Nach den Worten von Kirchentagspräsident Barner ist es in diesen Tagen besonders wichtig, "in christlicher Verantwortung Position zu beziehen." Die Welt sei aus den Fugen geraten, beklagte er und nannte als Beispiele die "Verwüstung von Teilen der Ukraine, die unermessliche terroristische Gewalt in Syrien, in Paris, in Kopenhagen oder in Tunesien".

Der 35. Deutsche Evangelische Kirchentag bietet nach Ansicht von Kirchentagsgeneralsekretärin Ellen Ueberschär die große Chance eines religiösen, sozialen und politischen Dialoges. "Von diesem Stuttgarter Kirchentag werden zahlreiche Impulse für gesellschaftliches und politisches Engagement ausgehen", sagte sie. Zwölf Resolutionen seien angemeldet worden zu Wirtschaft, Umwelt und Frieden.

Christlicher Glaube: "die herrlichste Hauptsache der Welt"

Der Kirchentag in Stuttgart wolle auch ein Tabu angehen. "Auf diesem Kirchentag wird über das Sterben als letzter Lebensphase offen und öffentlich gesprochen", sagte Ueberschär. "Alle, die demnächst entscheiden müssen, ob gesetzliche Neuregelungen über das Sterben nötig sind und wie sie aussehen sollen, sind hier zum Zuhören und zum Austausch eingeladen", sagte sie mit Blick auf die Sterbehilfe-Debatte.
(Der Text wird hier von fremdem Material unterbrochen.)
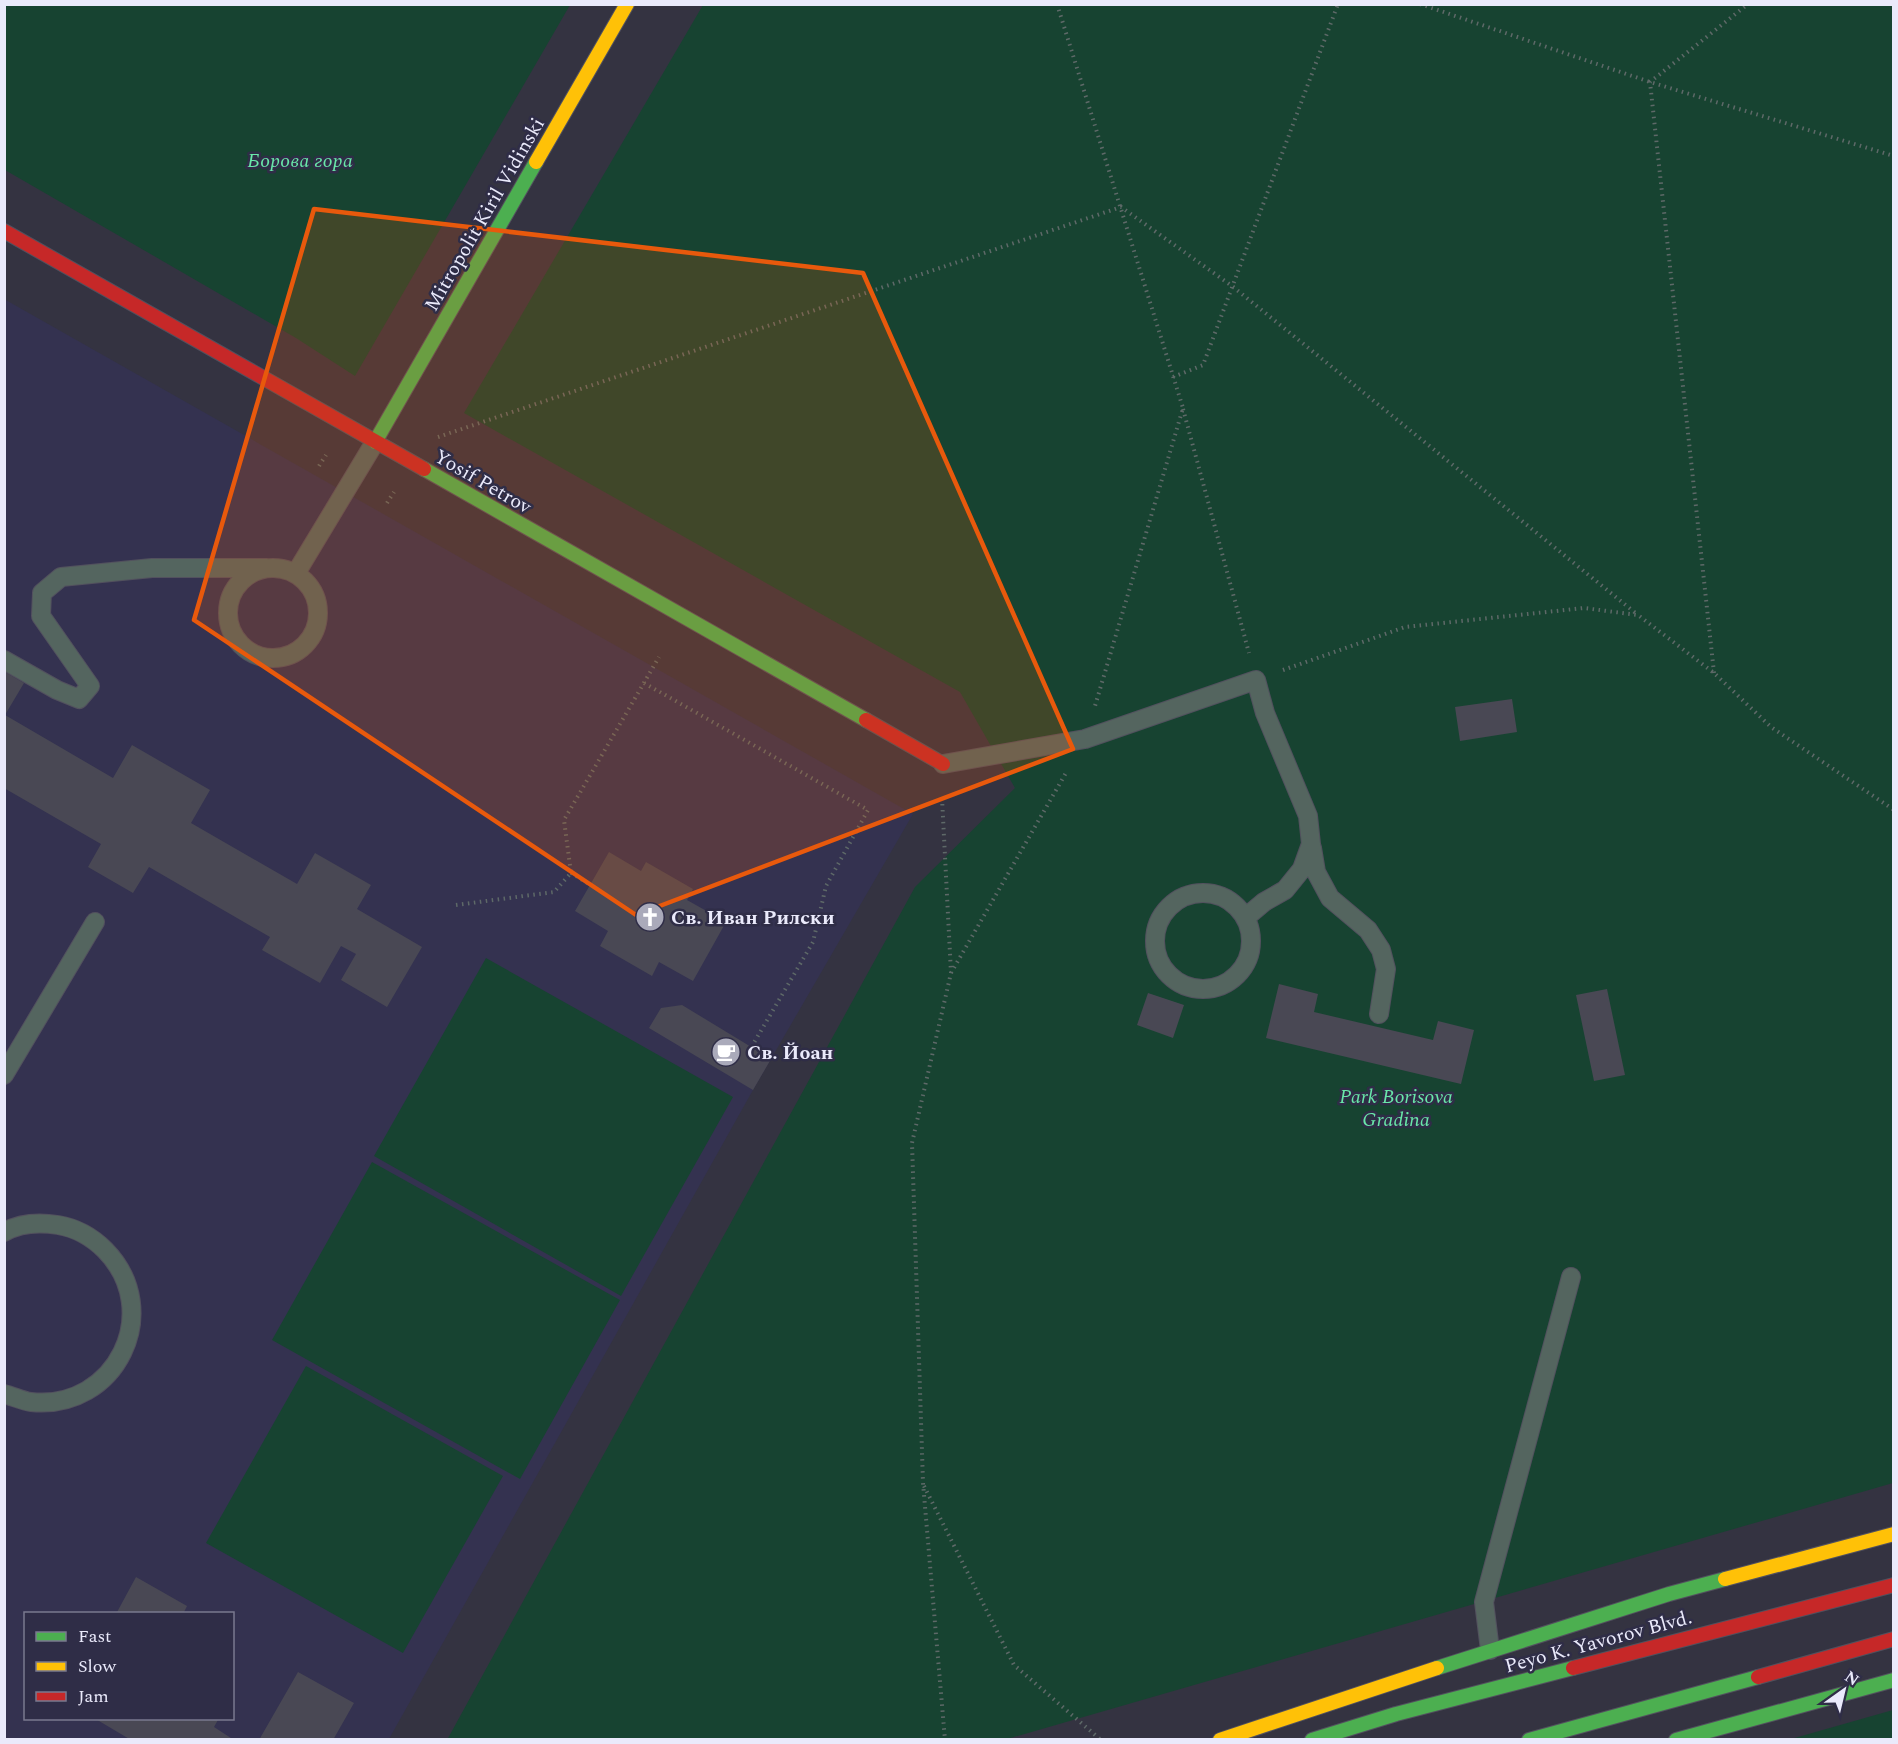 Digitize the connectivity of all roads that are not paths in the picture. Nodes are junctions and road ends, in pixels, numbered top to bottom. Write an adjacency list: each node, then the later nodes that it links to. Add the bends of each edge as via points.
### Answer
1 (627, 4): 3 (main road, Mitropolit Kiril Vidinski)
2 (5, 234): 3 (main road, Yosif Petrov)
3 (375, 442): 5 (lane); 7 (main road, Yosif Petrov)
4 (266, 568): 5 (lane); 5 (lane, via 239,582 227,611 236,640 261,657 290,656 302,648 315,630 319,609 315,595); 6 (lane, via 152,568 62,577 42,593 41,616 90,686 79,699)
5 (296, 573)
6 (4, 660)
7 (943, 764): 8 (lane, via 1085,739 1256,680 1265,713 1308,816)
8 (1311, 844): 9 (lane, via 1302,869 1285,890); 11 (lane, via 1316,872 1330,898 1368,930 1381,950 1386,969)
9 (1245, 918): 9 (lane, via 1230,901 1214,894 1198,892 1182,897 1168,907 1154,937 1162,968 1186,987 1202,990 1231,981 1249,957 1252,941)
10 (95, 922): 12 (lane)
11 (1379, 1014)
12 (4, 1075)
13 (4, 1232): 15 (lane, via 41,1223 70,1227 96,1241 117,1262 129,1289 133,1318 126,1348 110,1372 87,1391 49,1402 29,1402)
14 (1571, 1277): 19 (lane, via 1484,1602)
15 (4, 1394)
16 (1893, 1534): 19 (main road, via 1669,1594)
17 (1893, 1585): 22 (main road, Peyo K. Yavorov Blvd., via 1396,1714)
18 (1893, 1639): 23 (main road)
19 (1490, 1650): 21 (main road)
20 (1893, 1680): 24 (main road)
21 (1220, 1740)
22 (1312, 1740)
23 (1528, 1740)
24 (1676, 1740)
Der gastgebende württembergische Bischof Frank Otfried July unterstrich, für ihn stehe in den kommenden Tagen "die herrlichste Hauptsache auf dem Programm: der christliche Glaube". Er wies insbesondere auf die Internationalität und Integrationsleistung der Kirchentagsstadt hin: "Hier leben Menschen aus 170 Ländern. Zusammenleben gelingt hier seit vielen Jahrzehnten."

Nach Eröffnung des Protestantentreffens mit drei Gottesdiensten unter freiem Himmel feiern rund 250.000 Menschen ein Straßenfest in der Stuttgarter Innenstadt, den traditionellen "Abend der Begegnung". Bis zum Sonntag stehen mehr als 2.500 Veranstaltungen auf dem Programm. Neben Gauck werden weitere Spitzenpolitiker und Prominente aus dem In- und Ausland nach Stuttgart kommen, unter ihnen Bundeskanzlerin Angela Merkel (CDU), Friedensnobelpreisträger Kailash Satyarthi und Ex-UN-Generalsekretär Kofi Annan.

Insgesamt haben sich gut 97.000 Dauerteilnehmer für den evangelischen Kirchentag in Stuttgart angemeldet. Das sind zwar weniger als vor zwei Jahren in Hamburg, aber Kirchentags-Generalsekretärin Ellen Ueberschär ficht das nicht an: "Diejenigen, die da sind, sind immer die richtigen." Die Kirchentagsteilnehmer werden wohl eine ganze Reihe von Resolutionen verabschieden, grundsätzliche Entscheidungen treffe der Kirchentag jedoch nicht, stellt sie klar. Dafür seien in der evangelischen Kirche Synoden zuständig. Bei gerade innerhalb der Kirche kontrovers diskutierten Themen wie der Homo-Ehe gehe es darum, dass verschiedene Positionen ausgetauscht werden und Menschen mit unterschiedlichen Positionen aufeinander zugehen könnten.